On the other hand, certain studies support that artificial intelligence algorithms have superior predictive potential over the manually annotated scoring models. In detail, iDAScore model has recently been shown to have an equal or better performance than the manually annotated KIDScore model. Berntsen and his coworkers justified such finding in that the iDAScore model was trained not only on the embryos selected for transfer, but also on the embryos that are unsuitable for either transfer or cryopreservation [23]. Retrospective studies elaborated on the distribution of artificial intelligence model in the optimization of selecting the most viable embryo for transfer in terms of fetal heartbeat pregnancy which is a proxy for live birth [14]; especially in young patients, iDAScore was proposed as an optimal prediction model after single vitrified blastocyst transfer [35]. A recent multi-centre retrospective cohort study showed that iDAScore significantly surpassed the performance of KIDScore on day 5 embryos, with AUC determination proving that outperformance (AUC (KIDScore D5) = 0.645 and AUC (iDAScore v1) = 0.672) [36].

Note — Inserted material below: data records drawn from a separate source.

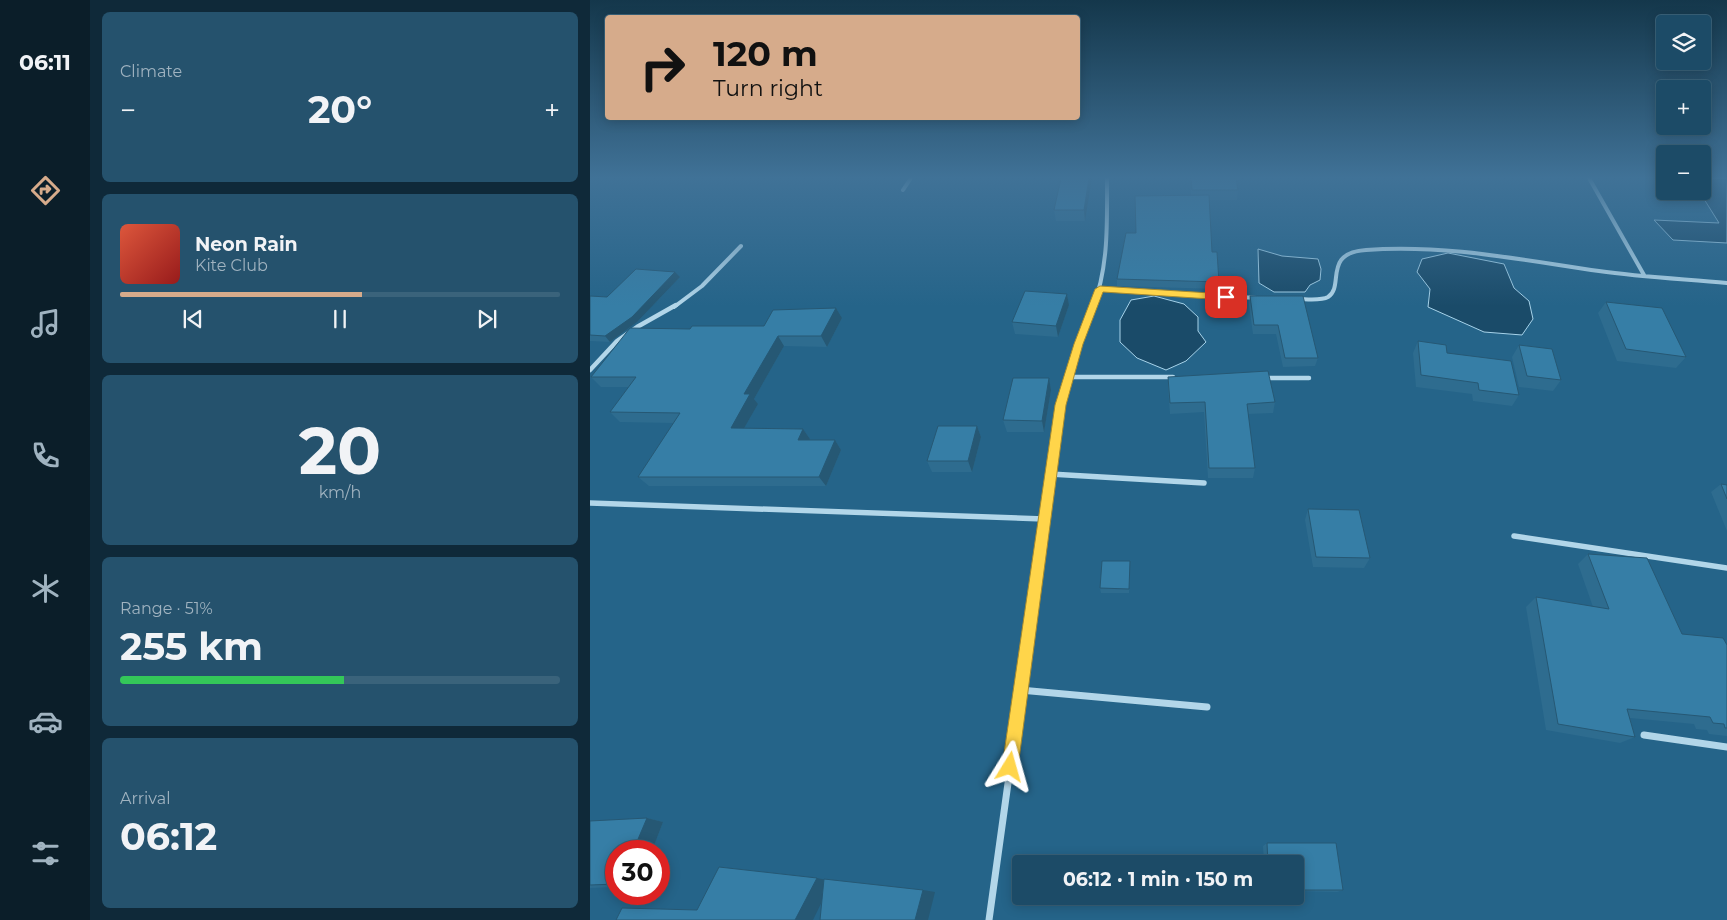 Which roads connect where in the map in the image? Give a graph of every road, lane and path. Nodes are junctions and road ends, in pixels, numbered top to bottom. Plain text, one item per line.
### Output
1 (1107, 221) edge
2 (1613, 221) edge
3 (741, 246) dead end
4 (1644, 275) junction
5 (1727, 283) edge
6 (1100, 289) junction
7 (1265, 298) edge
8 (1294, 299) edge
9 (590, 370) edge
10 (1069, 377) junction
11 (1184, 377) edge
12 (1261, 378) edge
13 (1309, 378) dead end
14 (1050, 474) junction
15 (1204, 483) dead end
16 (590, 503) edge
17 (1044, 518) junction
18 (1514, 536) dead end
19 (1727, 568) edge
20 (1020, 690) junction
21 (1207, 707) dead end
22 (1644, 735) dead end
23 (1727, 747) edge
24 (989, 920) edge

1 - 6 street
2 - 4 street
3 - 9 street
4 - 5 street
4 - 8 street
6 - 7 street
6 - 10 street
10 - 11 street
10 - 14 street
12 - 13 street
14 - 15 street
14 - 17 street
16 - 17 street
17 - 20 street
18 - 19 street
20 - 21 street
20 - 24 street
22 - 23 street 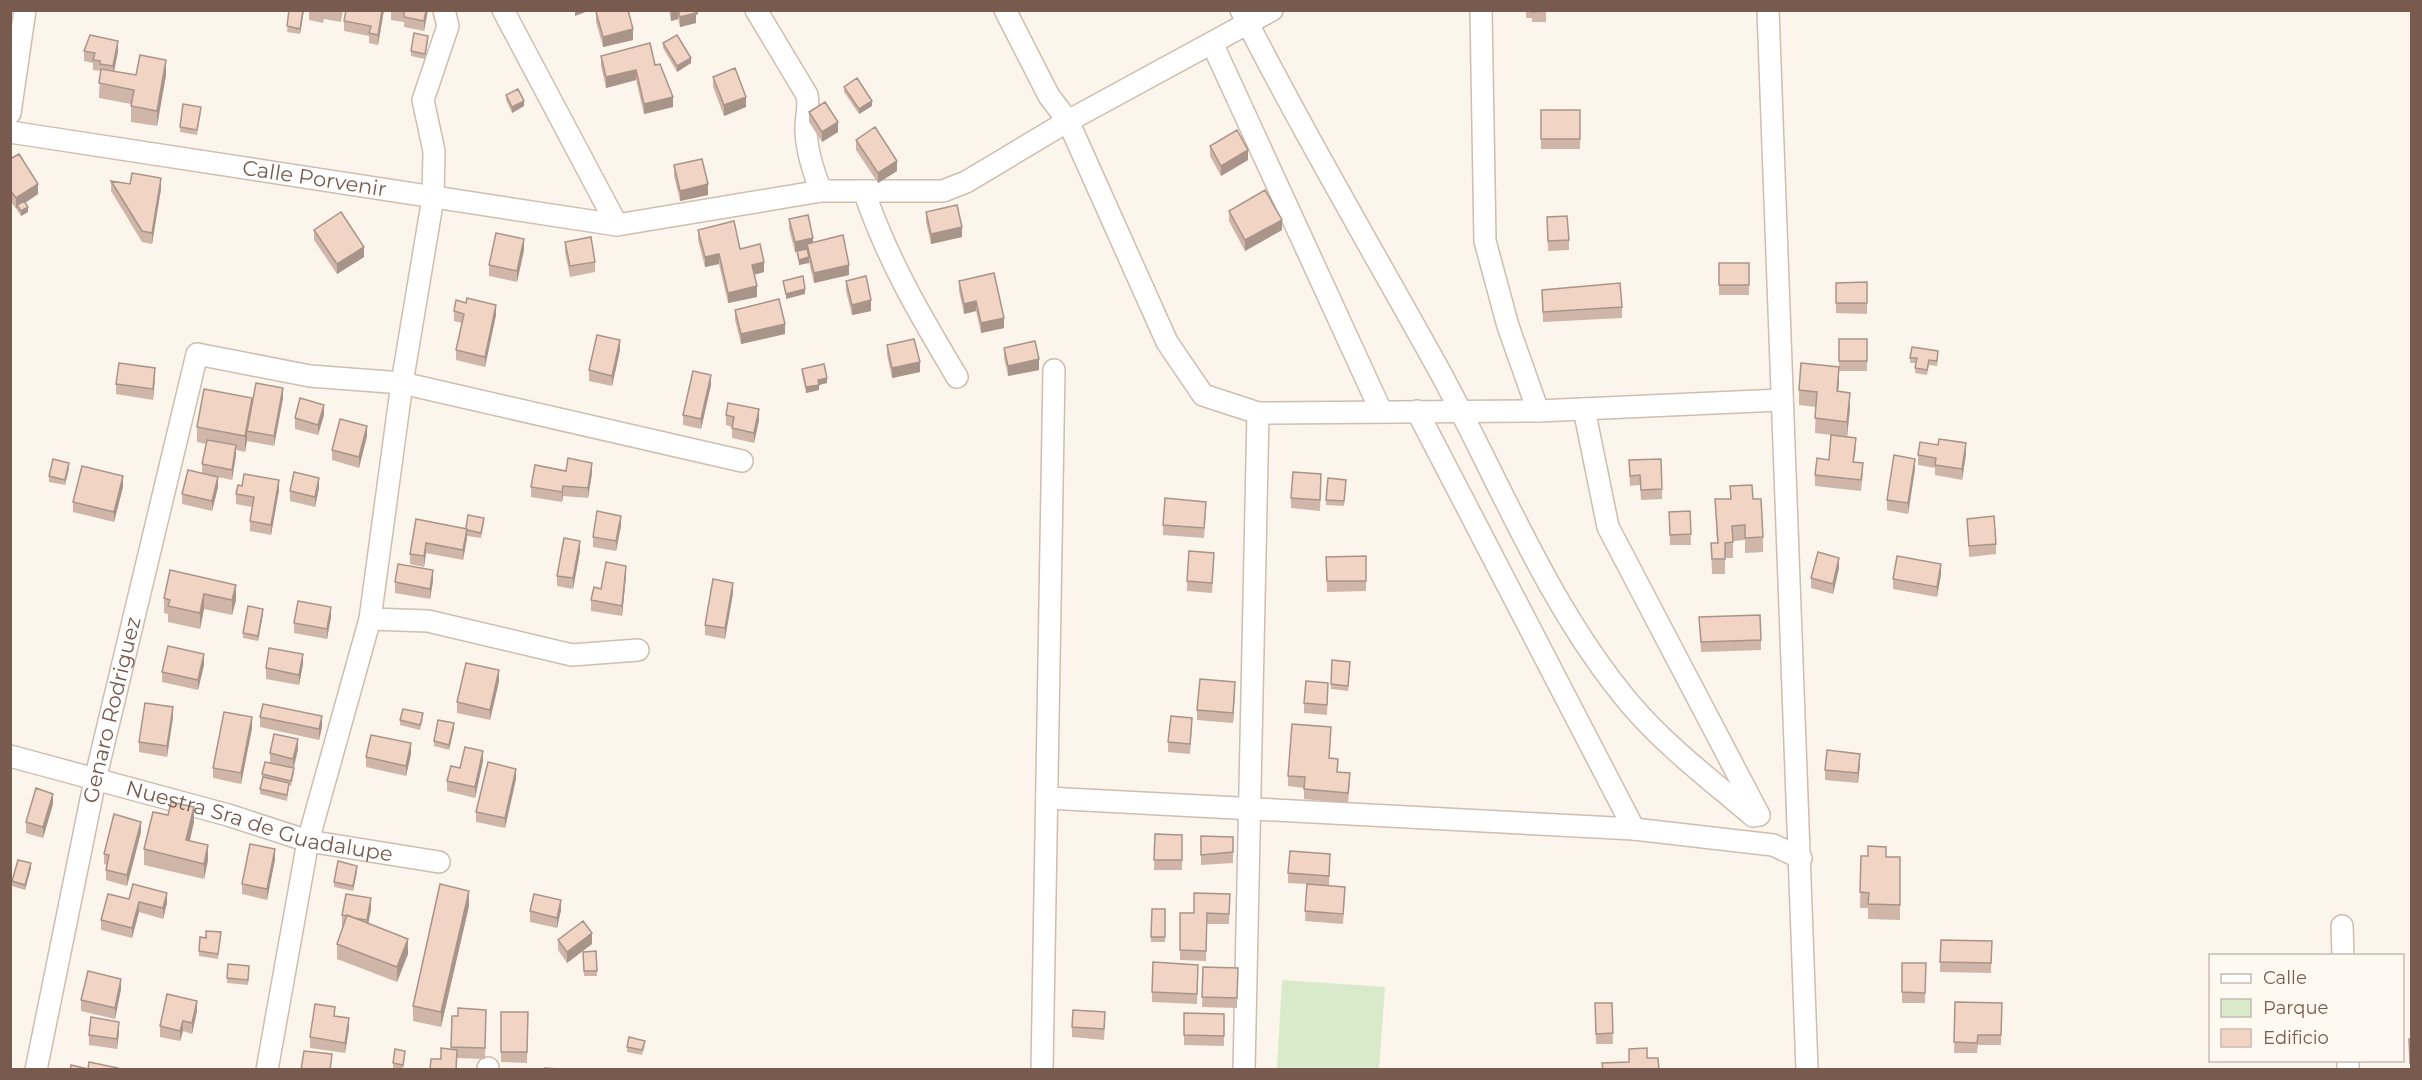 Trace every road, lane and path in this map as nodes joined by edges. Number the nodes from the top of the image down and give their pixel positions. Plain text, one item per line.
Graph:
1 (25, 10) edge
2 (444, 10) edge
3 (503, 10) edge
4 (756, 10) edge
5 (1005, 10) edge
6 (1272, 10) edge
7 (1481, 10) edge
8 (1768, 10) edge
9 (1244, 17) edge
10 (1212, 44) junction
11 (10, 113) edge
12 (1068, 121) junction
13 (10, 132) edge
14 (820, 191) junction
15 (864, 191) junction
16 (433, 198) junction
17 (617, 225) junction
18 (1054, 370) dead end
19 (957, 377) dead end
20 (402, 383) junction
21 (1782, 400) junction
22 (1584, 409) junction
23 (1381, 411) junction
24 (1417, 411) junction
25 (1461, 411) junction
26 (1538, 411) junction
27 (1258, 413) junction
28 (742, 461) dead end
29 (370, 619) junction
30 (638, 650) dead end
31 (10, 756) edge
32 (95, 780) junction
33 (1047, 798) junction
34 (1250, 809) junction
35 (1760, 816) junction
36 (1634, 829) junction
37 (308, 841) junction
38 (1773, 845) junction
39 (1801, 858) junction
40 (439, 862) dead end
41 (2342, 926) dead end
42 (2343, 954) edge
43 (36, 1070) edge
44 (267, 1070) edge
45 (1042, 1070) edge
46 (1244, 1070) edge
47 (1808, 1070) edge

1 - 11 street
2 - 16 street
3 - 17 street
4 - 14 street
5 - 12 street
6 - 9 street, Calle Porvenir
7 - 26 street
8 - 21 street
9 - 10 street, Calle Porvenir
9 - 25 street
10 - 12 street, Calle Porvenir
10 - 23 street
12 - 15 street, Calle Porvenir
12 - 27 street
13 - 16 street, Calle Porvenir
14 - 15 street, Calle Porvenir
14 - 17 street, Calle Porvenir
15 - 19 street
16 - 17 street, Calle Porvenir
16 - 20 street
18 - 33 street
20 - 28 street
20 - 29 street
20 - 32 street, Genaro Rodriguez
21 - 22 street
21 - 39 street
22 - 26 street
22 - 35 street
23 - 24 street
23 - 27 street
24 - 25 street
24 - 36 street
25 - 26 street
25 - 35 street
27 - 34 street
29 - 30 street
29 - 37 street
31 - 32 street, Nuestra Sra de Guadalupe
32 - 37 street, Nuestra Sra de Guadalupe
32 - 43 street, Genaro Rodriguez
33 - 34 street
33 - 45 street
34 - 36 street
34 - 46 street
35 - 38 street
36 - 38 street
37 - 40 street, Nuestra Sra de Guadalupe
37 - 44 street
38 - 39 street
39 - 47 street
41 - 42 street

As thoroughly discussed, AI models and deep learning-related methods used for optimum embryo selection are often accompanied by potential biases. In detail, the AI models training on unbalanced data, the lack of generalizability across clinics due to single clinic-studies along with the limited performance metrics reported, may impair the clinical applicability of AI-based algorithms; thereby, AI model assessments on different datasets (i.e., incubation time, developmental stage and quality) are difficult to compare [37, 38].

The present study bears specific limitations including those of its retrospective design. Importantly, the high pregnancy rate could be considered biased due to optimal embryos selection based on the highest KID5/iDA5 scores for ET along with the strict exclusion criteria implementation that formed a good prognosis cohort. The small sample size of the present study is another reasonable limitation, since more data are needed to enhance the robustness of the presented results. Different approaches in terms of the number of transferred blastocysts per ET were co-analyzed herein and although this heterogeneity in the number of embryos does not provide a direct insight of the embryo scoring efficiency, it represents real world laboratory practice for all countries that legally allow the transfer of more than one embryo in a single FR/TH cycle thus reflects the efficiency of this prediction system in actual practice. A planned future study with the incorporation of a large set of cycles will incorporate the subgroup analysis of the cycles according to the number of embryos transferred per ET. Larger randomized controlled trials will offer an appropriate and valid evaluation of AI model performance.

Overall, either KIDScore or iDAScore are very useful supportive tools in successful live birth prediction where single embryo transfers occur. The current approach in assisted reproductive technology is that artificial intelligence predictive tools should be used in conjunction with the conventional embryological assessment and incorporated into the assisted reproduction routine application in order to support embryo selection and enhance the potential of IVF success improvement. Undoubtedly, AI-based embryo selection model eliminates biases sourcing from inter-laboratory and intra-laboratory variability; however, it should be further evaluated for its reliability, reproducibility and clinical actionability [39]. Until then, the contribution of well trained and experienced embryologists remains absolutely necessary at all steps of assisted reproduction.